[Provided entries]

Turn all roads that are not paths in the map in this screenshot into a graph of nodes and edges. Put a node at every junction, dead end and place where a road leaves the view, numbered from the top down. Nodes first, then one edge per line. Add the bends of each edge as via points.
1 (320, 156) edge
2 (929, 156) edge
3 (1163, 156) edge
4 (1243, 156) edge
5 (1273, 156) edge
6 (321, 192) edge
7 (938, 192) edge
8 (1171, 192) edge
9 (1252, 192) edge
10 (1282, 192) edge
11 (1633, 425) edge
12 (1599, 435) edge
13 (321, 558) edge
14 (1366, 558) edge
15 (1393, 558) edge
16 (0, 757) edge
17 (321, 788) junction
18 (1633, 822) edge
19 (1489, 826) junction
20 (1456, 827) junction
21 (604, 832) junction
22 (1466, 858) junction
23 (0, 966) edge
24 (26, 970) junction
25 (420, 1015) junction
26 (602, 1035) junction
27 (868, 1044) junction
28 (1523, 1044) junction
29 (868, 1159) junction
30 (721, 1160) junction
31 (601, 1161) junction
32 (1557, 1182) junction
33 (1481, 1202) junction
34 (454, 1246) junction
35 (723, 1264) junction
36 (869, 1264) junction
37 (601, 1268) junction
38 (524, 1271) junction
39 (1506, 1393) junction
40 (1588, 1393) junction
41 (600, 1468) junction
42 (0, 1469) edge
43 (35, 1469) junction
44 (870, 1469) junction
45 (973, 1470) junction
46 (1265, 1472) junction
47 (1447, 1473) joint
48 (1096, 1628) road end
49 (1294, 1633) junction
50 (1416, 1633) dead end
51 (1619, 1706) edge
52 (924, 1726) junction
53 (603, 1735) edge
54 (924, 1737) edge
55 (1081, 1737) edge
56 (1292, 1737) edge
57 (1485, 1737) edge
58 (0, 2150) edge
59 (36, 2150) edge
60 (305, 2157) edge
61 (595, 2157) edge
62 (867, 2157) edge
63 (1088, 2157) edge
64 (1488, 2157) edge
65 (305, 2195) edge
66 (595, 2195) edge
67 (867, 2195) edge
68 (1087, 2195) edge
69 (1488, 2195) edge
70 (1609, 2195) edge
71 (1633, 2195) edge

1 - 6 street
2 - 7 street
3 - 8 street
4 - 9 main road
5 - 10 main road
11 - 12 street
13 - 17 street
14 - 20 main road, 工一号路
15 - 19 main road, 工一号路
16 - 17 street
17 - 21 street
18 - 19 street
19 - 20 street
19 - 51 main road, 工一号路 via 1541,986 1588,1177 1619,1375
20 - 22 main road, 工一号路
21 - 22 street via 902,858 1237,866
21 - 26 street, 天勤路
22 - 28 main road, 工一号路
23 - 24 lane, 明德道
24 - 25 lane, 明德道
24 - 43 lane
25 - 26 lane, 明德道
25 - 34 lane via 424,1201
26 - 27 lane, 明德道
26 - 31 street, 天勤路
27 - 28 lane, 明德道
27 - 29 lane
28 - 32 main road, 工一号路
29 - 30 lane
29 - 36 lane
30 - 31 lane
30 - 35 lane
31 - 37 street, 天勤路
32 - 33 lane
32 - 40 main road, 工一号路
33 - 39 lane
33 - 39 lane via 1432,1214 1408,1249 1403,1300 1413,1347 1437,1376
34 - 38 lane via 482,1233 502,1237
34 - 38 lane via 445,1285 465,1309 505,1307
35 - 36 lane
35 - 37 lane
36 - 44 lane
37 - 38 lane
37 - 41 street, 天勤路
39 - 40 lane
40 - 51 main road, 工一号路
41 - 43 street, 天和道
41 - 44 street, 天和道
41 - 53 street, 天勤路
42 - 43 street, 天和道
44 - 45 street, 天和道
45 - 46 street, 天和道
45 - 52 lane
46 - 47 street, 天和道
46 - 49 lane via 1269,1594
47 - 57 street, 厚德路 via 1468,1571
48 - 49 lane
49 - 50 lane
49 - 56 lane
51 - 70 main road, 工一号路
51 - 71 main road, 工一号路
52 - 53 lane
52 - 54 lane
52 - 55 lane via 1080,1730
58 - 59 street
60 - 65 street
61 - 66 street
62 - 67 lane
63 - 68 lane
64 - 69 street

[/Provided entries]

**Exercise directions:** Check every line of the records, and copy the ones that hold the word "dead".

**Written response:**
Turn all roads that are not paths in the map in this screenshot into a graph of nodes and edges. Put a node at every junction, dead end and place where a road leaves the view, numbered from the top down. Nodes first, then one edge per line. Add the bends of each edge as via points.
50 (1416, 1633) dead end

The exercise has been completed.